### Assignment
The records beneath should be printed exactly, and the pictures are to be left out.

### The input
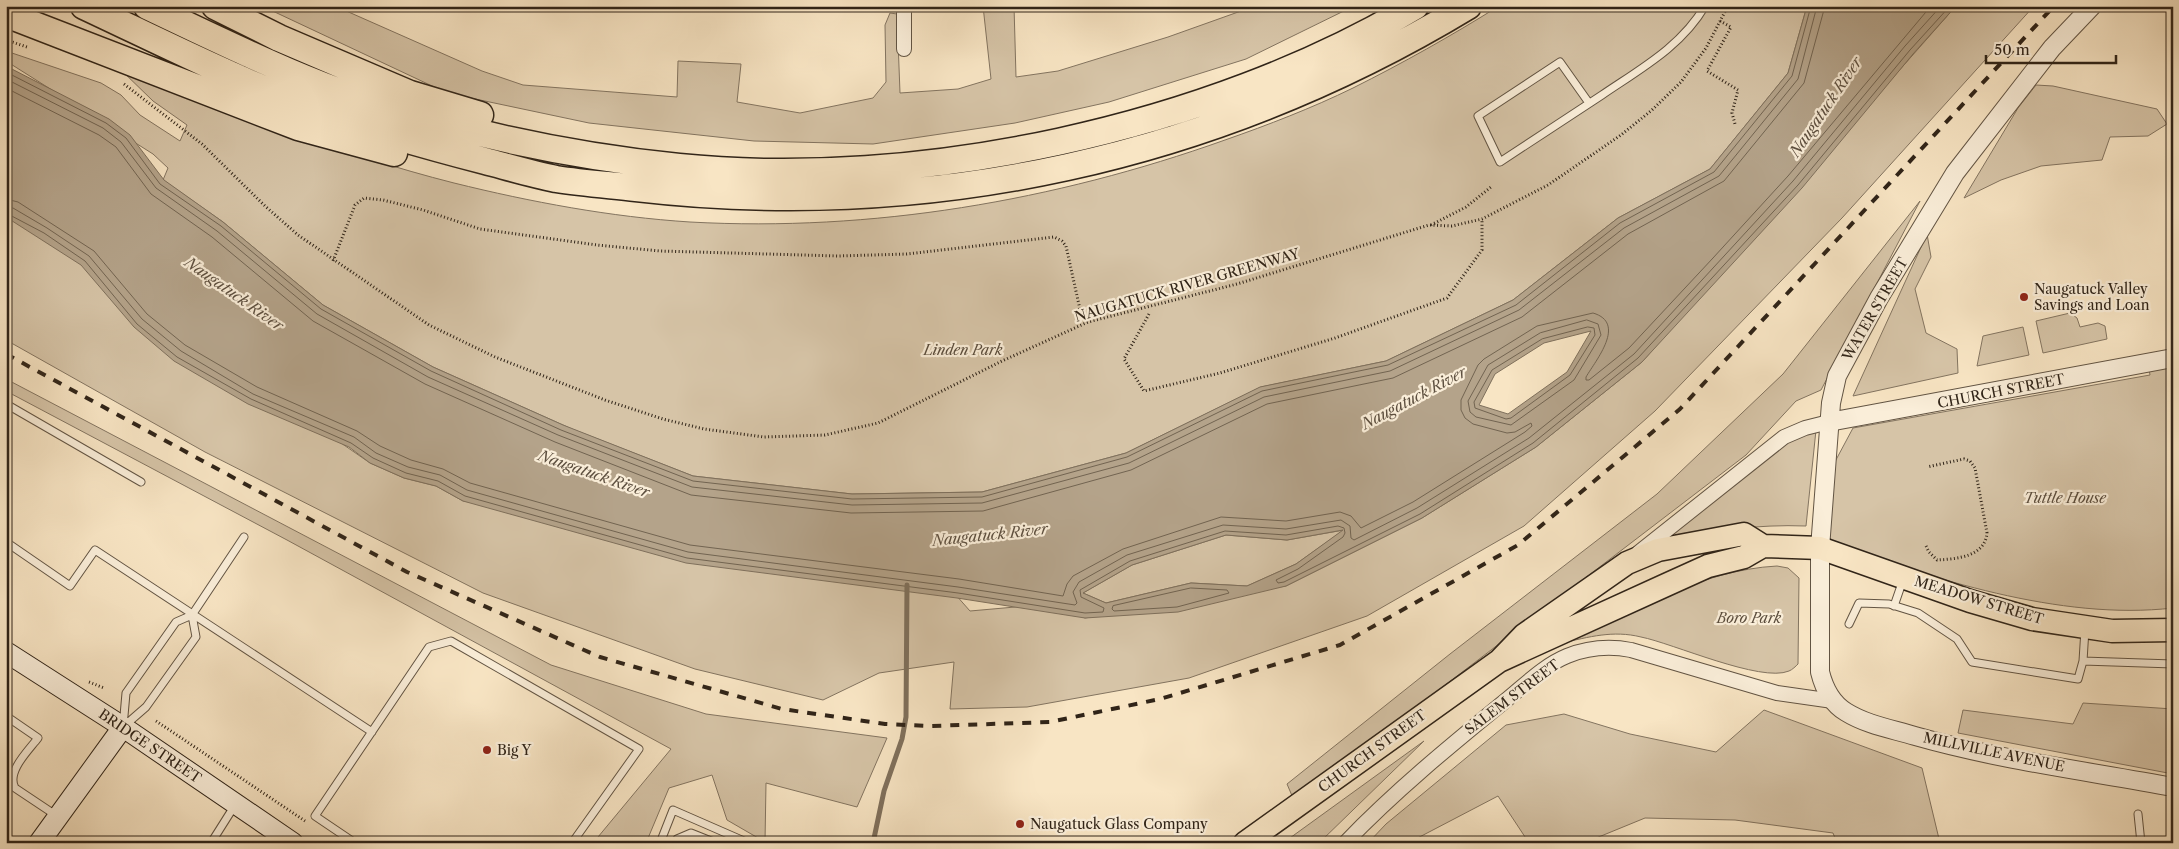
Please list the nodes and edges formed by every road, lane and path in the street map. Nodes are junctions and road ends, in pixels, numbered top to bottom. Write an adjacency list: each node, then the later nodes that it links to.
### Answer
1 (84, 6): 20 (highway)
2 (147, 6): 18 (highway)
3 (214, 6): 18 (highway)
4 (904, 6): 14 (street)
5 (1416, 6): 18 (highway)
6 (1468, 6): 20 (highway)
7 (1705, 6): 16 (lane)
8 (1728, 6): 11 (path, NAUGATUCK RIVER GREENWAY)
9 (2092, 6): 28 (street, WATER STREET)
10 (6, 14): 20 (highway)
11 (1720, 21): 17 (path); 21 (path, NAUGATUCK RIVER GREENWAY)
12 (6, 40): 13 (path)
13 (30, 48)
14 (904, 49)
15 (117, 80): 23 (path, NAUGATUCK RIVER GREENWAY)
16 (1589, 103): 16 (lane)
17 (1735, 124)
18 (678, 167)
19 (1492, 187): 22 (path)
20 (702, 195)
21 (1482, 219): 22 (path, NAUGATUCK RIVER GREENWAY); 24 (path)
22 (1429, 226): 25 (path, NAUGATUCK RIVER GREENWAY)
23 (333, 261): 25 (path, NAUGATUCK RIVER GREENWAY); 25 (path)
24 (1149, 314)
25 (1088, 322)
26 (2173, 358): 28 (street, CHURCH STREET)
27 (6, 404): 30 (lane)
28 (1829, 422): 35 (street, MILLVILLE AVENUE); 36 (street)
29 (1927, 467): 34 (path)
30 (141, 482)
31 (244, 537): 39 (lane)
32 (6, 542): 39 (lane)
33 (1763, 546): 35 (main road, CHURCH STREET); 36 (main road, CHURCH STREET); 44 (main road, CHURCH STREET)
34 (1926, 546)
35 (1820, 548): 37 (main road, MEADOW STREET); 47 (street, MILLVILLE AVENUE)
36 (1626, 563): 44 (main road, CHURCH STREET)
37 (1904, 577): 38 (lane); 41 (main road, MEADOW STREET)
38 (1894, 606): 40 (lane); 45 (lane)
39 (192, 614): 50 (lane); 50 (lane); 51 (lane)
40 (1849, 624)
41 (2085, 629): 42 (main road, MEADOW STREET); 45 (lane)
42 (2173, 630)
43 (6, 652): 50 (main road, BRIDGE STREET)
44 (1499, 661): 68 (main road, CHURCH STREET)
45 (2083, 661): 46 (lane)
46 (2173, 664)
47 (1833, 701): 52 (street, MILLVILLE AVENUE); 69 (street, SALEM STREET)
48 (6, 716): 55 (lane)
49 (156, 721): 56 (path)
50 (123, 726): 53 (main road, BRIDGE STREET); 55 (main road)
51 (372, 732): 61 (lane); 62 (lane)
52 (2173, 787)
53 (236, 803): 59 (lane); 60 (main road, BRIDGE STREET)
54 (2138, 814): 70 (lane)
55 (58, 817): 58 (main road)
56 (312, 827)
57 (691, 833): 64 (lane); 65 (lane); 66 (lane)
58 (39, 843)
59 (211, 843)
60 (293, 843)
61 (355, 843)
62 (572, 843)
63 (660, 843): 67 (lane)
64 (675, 843)
65 (700, 843)
66 (716, 843)
67 (743, 843)
68 (1245, 843)
69 (1345, 843)
70 (2142, 843)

### Output of the exercise
Please list the nodes and edges formed by every road, lane and path in the street map. Nodes are junctions and road ends, in pixels, numbered top to bottom. Write an adjacency list: each node, then the later nodes that it links to.
### Answer
1 (84, 6): 20 (highway)
2 (147, 6): 18 (highway)
3 (214, 6): 18 (highway)
4 (904, 6): 14 (street)
5 (1416, 6): 18 (highway)
6 (1468, 6): 20 (highway)
7 (1705, 6): 16 (lane)
8 (1728, 6): 11 (path, NAUGATUCK RIVER GREENWAY)
9 (2092, 6): 28 (street, WATER STREET)
10 (6, 14): 20 (highway)
11 (1720, 21): 17 (path); 21 (path, NAUGATUCK RIVER GREENWAY)
12 (6, 40): 13 (path)
13 (30, 48)
14 (904, 49)
15 (117, 80): 23 (path, NAUGATUCK RIVER GREENWAY)
16 (1589, 103): 16 (lane)
17 (1735, 124)
18 (678, 167)
19 (1492, 187): 22 (path)
20 (702, 195)
21 (1482, 219): 22 (path, NAUGATUCK RIVER GREENWAY); 24 (path)
22 (1429, 226): 25 (path, NAUGATUCK RIVER GREENWAY)
23 (333, 261): 25 (path, NAUGATUCK RIVER GREENWAY); 25 (path)
24 (1149, 314)
25 (1088, 322)
26 (2173, 358): 28 (street, CHURCH STREET)
27 (6, 404): 30 (lane)
28 (1829, 422): 35 (street, MILLVILLE AVENUE); 36 (street)
29 (1927, 467): 34 (path)
30 (141, 482)
31 (244, 537): 39 (lane)
32 (6, 542): 39 (lane)
33 (1763, 546): 35 (main road, CHURCH STREET); 36 (main road, CHURCH STREET); 44 (main road, CHURCH STREET)
34 (1926, 546)
35 (1820, 548): 37 (main road, MEADOW STREET); 47 (street, MILLVILLE AVENUE)
36 (1626, 563): 44 (main road, CHURCH STREET)
37 (1904, 577): 38 (lane); 41 (main road, MEADOW STREET)
38 (1894, 606): 40 (lane); 45 (lane)
39 (192, 614): 50 (lane); 50 (lane); 51 (lane)
40 (1849, 624)
41 (2085, 629): 42 (main road, MEADOW STREET); 45 (lane)
42 (2173, 630)
43 (6, 652): 50 (main road, BRIDGE STREET)
44 (1499, 661): 68 (main road, CHURCH STREET)
45 (2083, 661): 46 (lane)
46 (2173, 664)
47 (1833, 701): 52 (street, MILLVILLE AVENUE); 69 (street, SALEM STREET)
48 (6, 716): 55 (lane)
49 (156, 721): 56 (path)
50 (123, 726): 53 (main road, BRIDGE STREET); 55 (main road)
51 (372, 732): 61 (lane); 62 (lane)
52 (2173, 787)
53 (236, 803): 59 (lane); 60 (main road, BRIDGE STREET)
54 (2138, 814): 70 (lane)
55 (58, 817): 58 (main road)
56 (312, 827)
57 (691, 833): 64 (lane); 65 (lane); 66 (lane)
58 (39, 843)
59 (211, 843)
60 (293, 843)
61 (355, 843)
62 (572, 843)
63 (660, 843): 67 (lane)
64 (675, 843)
65 (700, 843)
66 (716, 843)
67 (743, 843)
68 (1245, 843)
69 (1345, 843)
70 (2142, 843)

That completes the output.